Friday, September 9, 2011

A Midget Shows the Oil Giants How It's Done (TLW.L)

From the Wall Street Journal Europe's The Source blog:
Tullow Shows How Big Oil Could Shake Off Its Torpor
It’s become accepted wisdom in the oil industry that the once-great corporate giants like Shell, BP or ExxonMobil face an inevitable decline as they are shut out of the richest pickings by the state-backed giants of the Middle East, Russia and China.


But the astonishing run of oil discoveries by relative minnow, Tullow Oil, shows that a little imagination could do a lot to shake Big Oil out of its torpor.

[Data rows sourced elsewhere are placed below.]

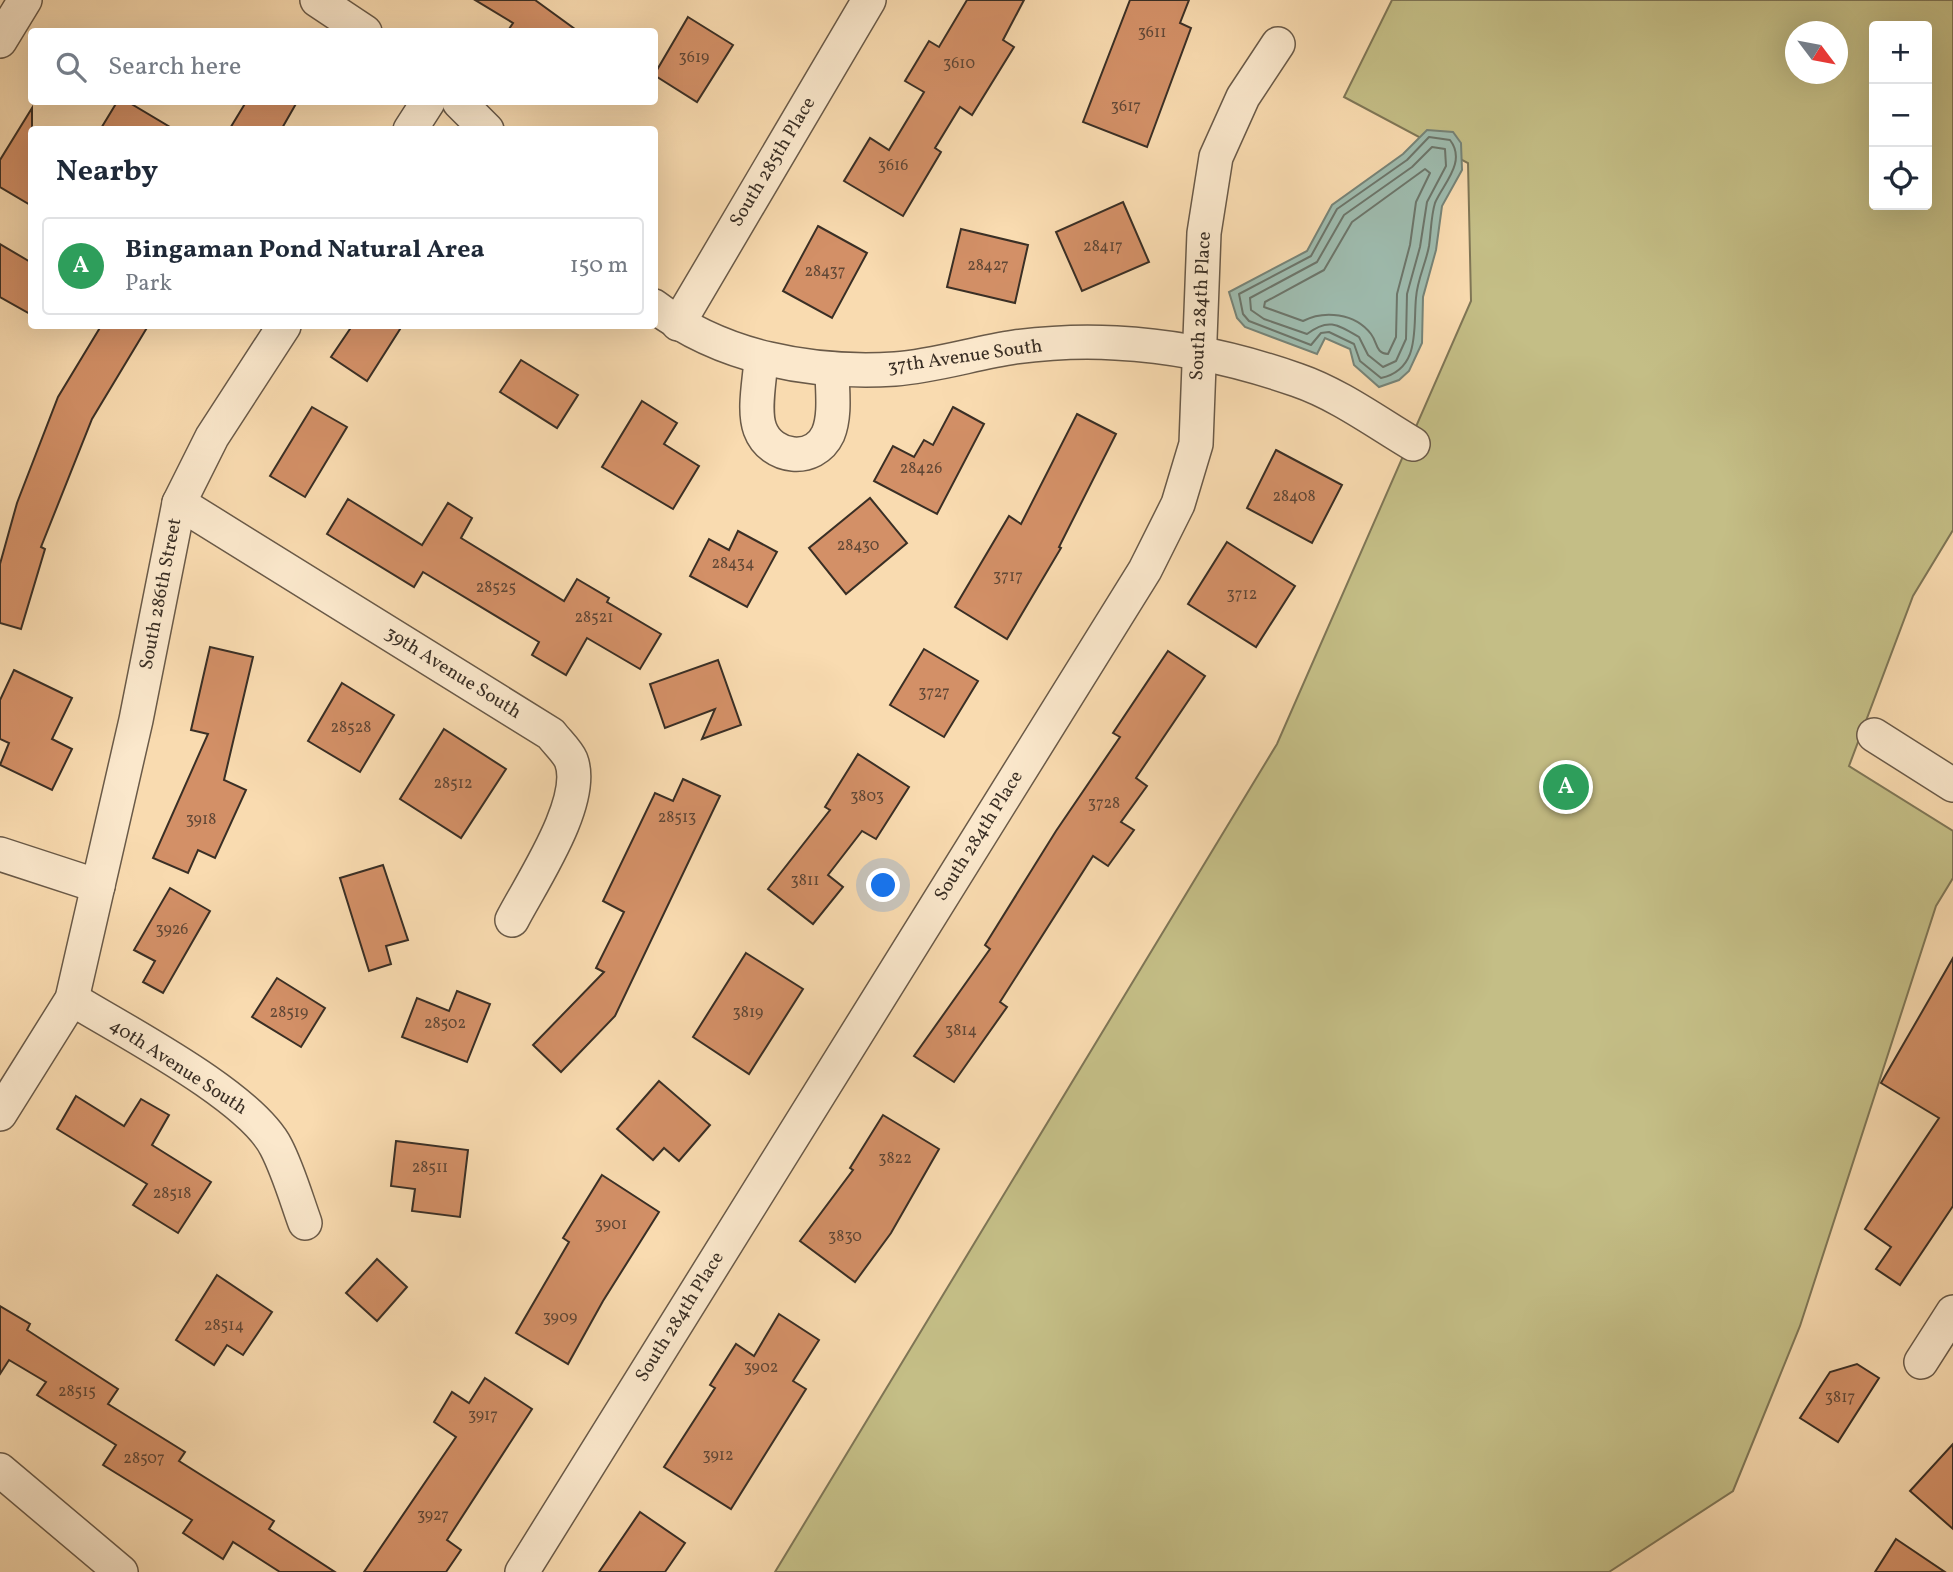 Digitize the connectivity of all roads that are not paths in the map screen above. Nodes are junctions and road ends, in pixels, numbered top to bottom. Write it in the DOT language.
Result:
graph roads {
  1 [pos="25,0"];
  2 [pos="317,0"];
  3 [pos="869,0"];
  4 [pos="359,28"];
  5 [pos="0,41"];
  6 [pos="1278,44"];
  7 [pos="426,105"];
  8 [pos="462,105"];
  9 [pos="413,126"];
  10 [pos="483,126"];
  11 [pos="666,315"];
  12 [pos="282,329"];
  13 [pos="1198,353"];
  14 [pos="761,359"];
  15 [pos="832,369"];
  16 [pos="1413,444"];
  17 [pos="179,503"];
  18 [pos="1874,735"];
  19 [pos="1953,785"];
  20 [pos="0,854"];
  21 [pos="98,886"];
  22 [pos="512,920"];
  23 [pos="72,999"];
  24 [pos="0,1114"];
  25 [pos="305,1223"];
  26 [pos="1953,1312"];
  27 [pos="1921,1362"];
  28 [pos="0,1470"];
  29 [pos="121,1572"];
  30 [pos="522,1572"];
  1 -- 5 [label="street"];
  2 -- 4 [label="street"];
  3 -- 11 [label="street, South 285th Place"];
  6 -- 13 [label="street, South 284th Place"];
  7 -- 9 [label="street"];
  8 -- 10 [label="street"];
  11 -- 14 [label="street, 37th Avenue South"];
  12 -- 17 [label="street, South 286th Street"];
  13 -- 15 [label="street, 37th Avenue South"];
  13 -- 16 [label="street, 37th Avenue South"];
  13 -- 30 [label="street, South 284th Place"];
  14 -- 15 [label="street, 37th Avenue South"];
  14 -- 15 [label="street"];
  17 -- 21 [label="street, South 286th Street"];
  17 -- 22 [label="street, 39th Avenue South"];
  18 -- 19 [label="street"];
  20 -- 21 [label="street"];
  21 -- 23 [label="street, South 286th Street"];
  23 -- 24 [label="street, South 286th Street"];
  23 -- 25 [label="street, 40th Avenue South"];
  26 -- 27 [label="street"];
  28 -- 29 [label="street"];
} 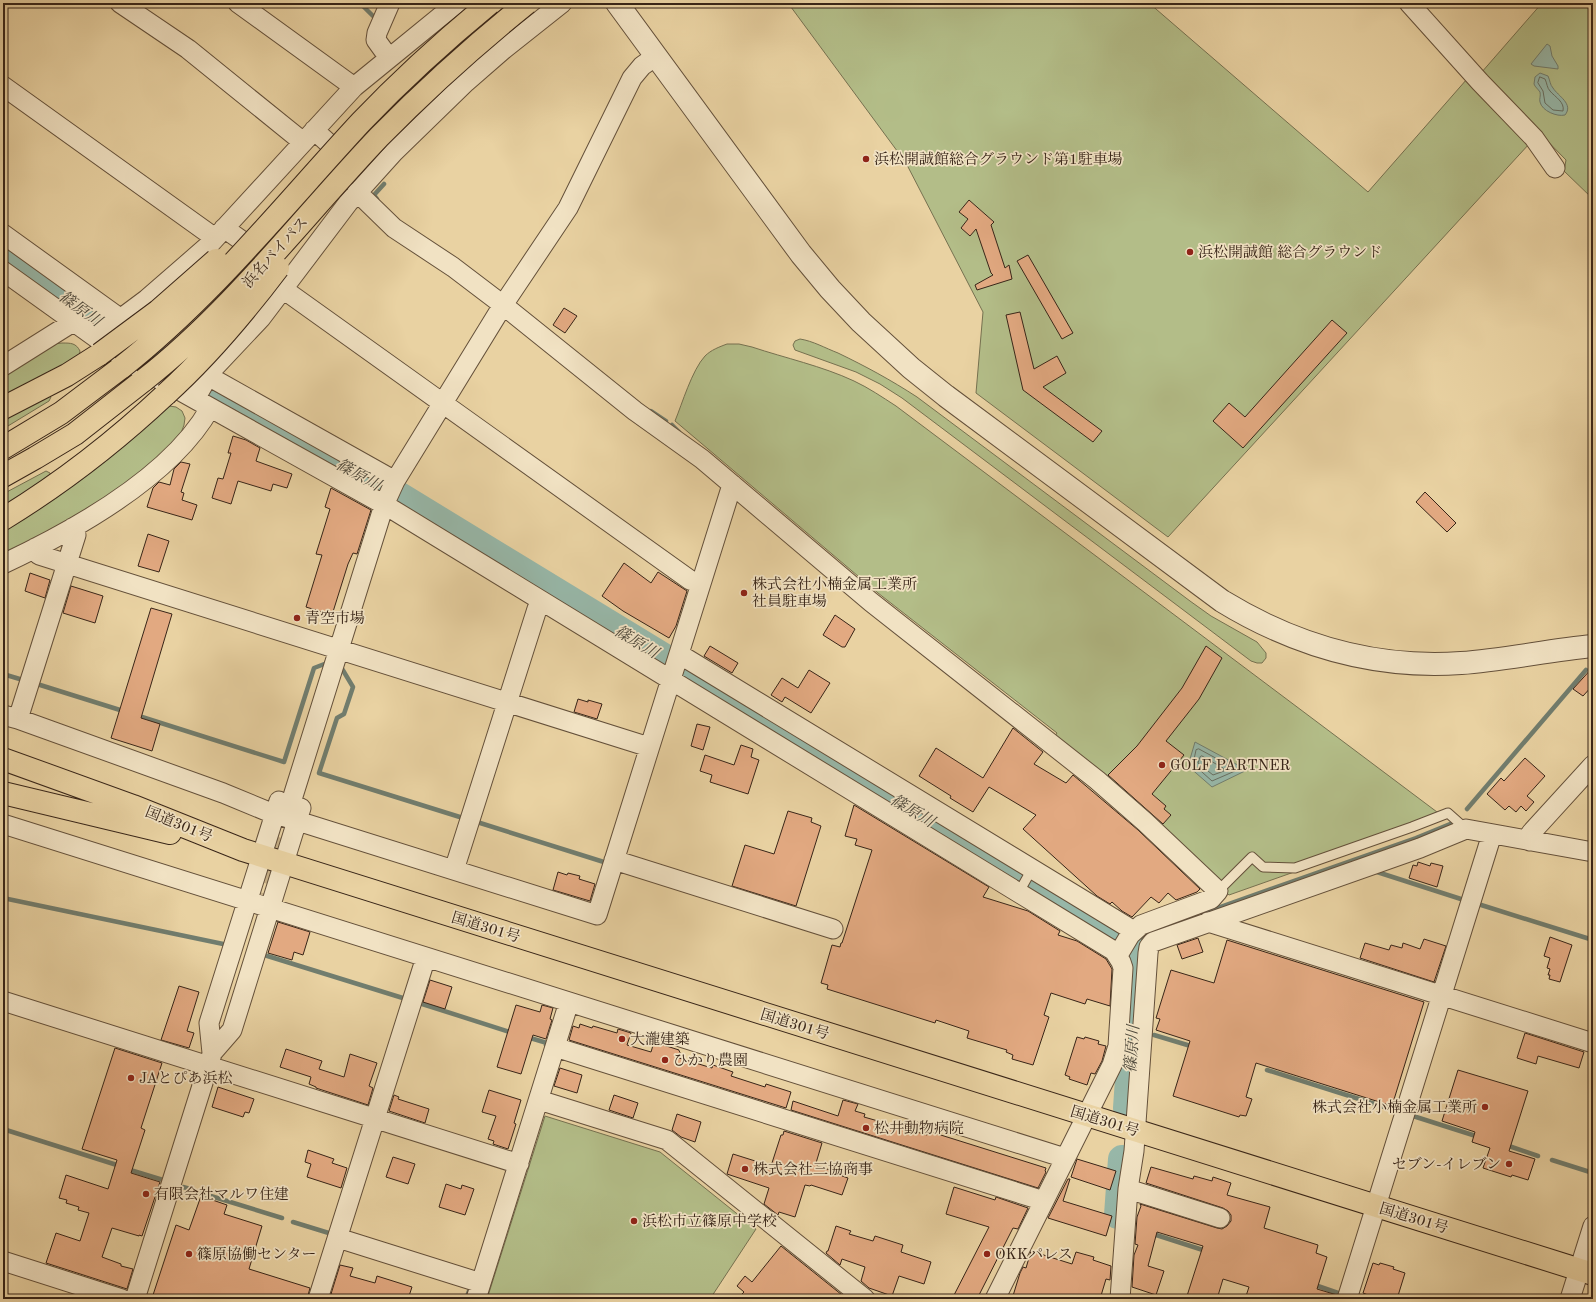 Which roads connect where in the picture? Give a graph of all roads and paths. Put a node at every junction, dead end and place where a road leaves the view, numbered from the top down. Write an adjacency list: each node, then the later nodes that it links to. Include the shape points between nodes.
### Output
1 (120, 3): 14 (street)
2 (238, 3): 13 (street)
3 (390, 3): 11 (street, via 376,40)
4 (457, 3): 11 (street)
5 (490, 3): 16 (highway, 浜名バイパス, bridge, via 398,85)
6 (527, 3): 18 (highway, 浜名バイパス, bridge, via 415,101)
7 (562, 3): 17 (street, via 504,49 429,116)
8 (617, 3): 10 (street)
9 (1409, 3): 15 (street, via 1534,138)
10 (656, 56): 23 (street, via 642,66 632,78 568,208); 41 (street, via 801,254 830,289 872,332 946,396 1222,601 1265,626 1312,644 1336,652 1385,661 1410,664 1460,663)
11 (389, 58): 13 (street)
12 (3, 86): 19 (street)
13 (354, 86): 14 (street)
14 (308, 136): 17 (street); 19 (street)
15 (1555, 168)
16 (314, 174): 25 (highway, bridge, via 141,324); 30 (highway, 浜名バイパス, bridge, via 199,298 166,329 122,367 61,413)
17 (363, 186): 22 (street); 23 (street, via 394,228)
18 (332, 190): 31 (highway, 浜名バイパス, bridge, via 183,347 75,434); 34 (highway, bridge, via 243,313 198,362 126,430 80,467)
19 (220, 233): 22 (street); 25 (street, via 178,273)
20 (3, 234): 25 (street)
21 (3, 271): 24 (street)
22 (288, 283): 27 (street); 28 (street)
23 (503, 305): 28 (street); 32 (street, via 623,402 690,450)
24 (74, 322): 25 (street); 26 (street)
25 (111, 329): 27 (street); 27 (street, via 134,365); 29 (highway, via 67,375)
26 (3, 366)
27 (206, 386): 33 (street); 33 (street); 35 (street, via 201,424 147,477 106,508)
28 (443, 403): 33 (street); 39 (street, via 690,580)
29 (3, 408)
30 (3, 448)
31 (3, 476)
32 (733, 486): 39 (street); 62 (street, via 876,606 1097,780)
33 (390, 492): 40 (street); 42 (street)
34 (3, 519)
35 (72, 528): 36 (street); 38 (street, via 76,535)
36 (35, 548): 37 (street); 38 (street, via 39,555)
37 (3, 564)
38 (67, 564): 42 (street); 45 (street)
39 (701, 583): 43 (street)
40 (541, 601): 43 (street); 44 (street, via 536,609)
41 (1593, 646)
42 (337, 656): 44 (street); 50 (street)
43 (675, 666): 46 (street); 60 (street); 61 (street)
44 (507, 702): 46 (street); 59 (street)
45 (11, 717): 50 (street)
46 (649, 747): 57 (street)
47 (3, 759): 56 (highway, 国道301号)
48 (1593, 765): 54 (street, via 1531,833)
49 (3, 793): 56 (highway)
50 (287, 815): 56 (street); 58 (street); 59 (street)
51 (3, 824): 63 (street)
52 (1466, 829): 53 (street); 62 (lane, via 1448,812 1295,868 1263,867 1252,857); 65 (street, via 1420,848)
53 (1492, 834): 54 (street); 69 (street)
54 (1530, 841): 55 (street)
55 (1593, 852)
56 (252, 853): 58 (highway, 国道301号); 63 (street)
57 (614, 860): 59 (street, via 597,915); 66 (street)
58 (284, 863): 63 (street); 76 (highway, 国道301号)
59 (454, 870)
60 (1032, 871): 61 (lane); 67 (street)
61 (1020, 889): 67 (street, via 1108,946)
62 (1218, 892): 64 (street, via 1211,899)
63 (258, 907): 68 (street); 74 (street, via 232,1030)
64 (1188, 907): 65 (street); 67 (street, via 1147,921)
65 (1201, 924): 69 (street); 78 (street, via 1153,942 1149,947)
66 (833, 929)
67 (1126, 942): 76 (street, via 1117,1051)
68 (426, 957): 71 (street); 77 (street)
69 (1442, 996): 72 (street); 83 (street)
70 (3, 1001): 74 (street)
71 (569, 1002): 73 (street); 79 (street)
72 (1593, 1043)
73 (555, 1047): 75 (street); 82 (street)
74 (210, 1059): 77 (street); 91 (street)
75 (539, 1100): 80 (street); 93 (street, via 667,1140)
76 (1087, 1115): 78 (highway, 国道301号); 79 (street)
77 (376, 1119): 80 (street); 86 (street)
78 (1135, 1130): 81 (street); 83 (highway, 国道301号)
79 (1065, 1158): 82 (street)
80 (519, 1164): 89 (street)
81 (1128, 1189): 84 (street); 95 (street)
82 (1044, 1201): 94 (street)
83 (1376, 1206): 88 (highway, 国道301号); 96 (street)
84 (1220, 1218)
85 (1593, 1226): 88 (street)
86 (338, 1238): 89 (street); 92 (street)
87 (3, 1261): 90 (street)
88 (1586, 1272): 97 (street)
89 (479, 1291)
90 (122, 1299)
91 (135, 1299)
92 (318, 1299)
93 (865, 1299)
94 (995, 1299)
95 (1120, 1299)
96 (1347, 1299)
97 (1570, 1299) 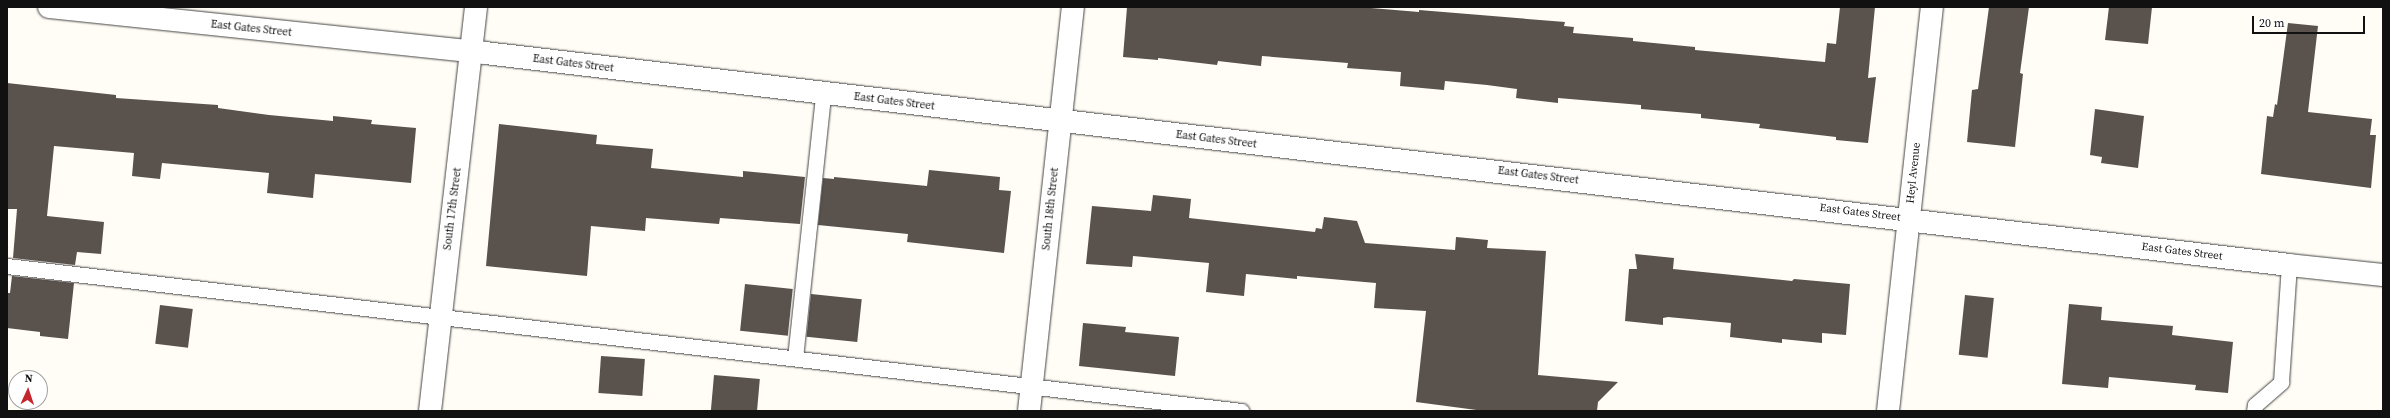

In the space of four years, Tullow has led the charge to open up three significant new oil basins containing billions of barrels of reserves. First, offshore Ghana in 2007, then in Uganda in 2008 and finally offshore French Guiana in South America announced today.

This success has come not from luck, but from an entrepreneurial spirit, imaginative strategy and nimble decision making that is a stark contrast to the lumbering giants that dominate the industry.
Tullow built itself up slowly in the 1990s, but really came of age in the previous decade with a pair of acquisitions of smaller oil companies–Energy Africa in 2004 and Hardman Resources 2006.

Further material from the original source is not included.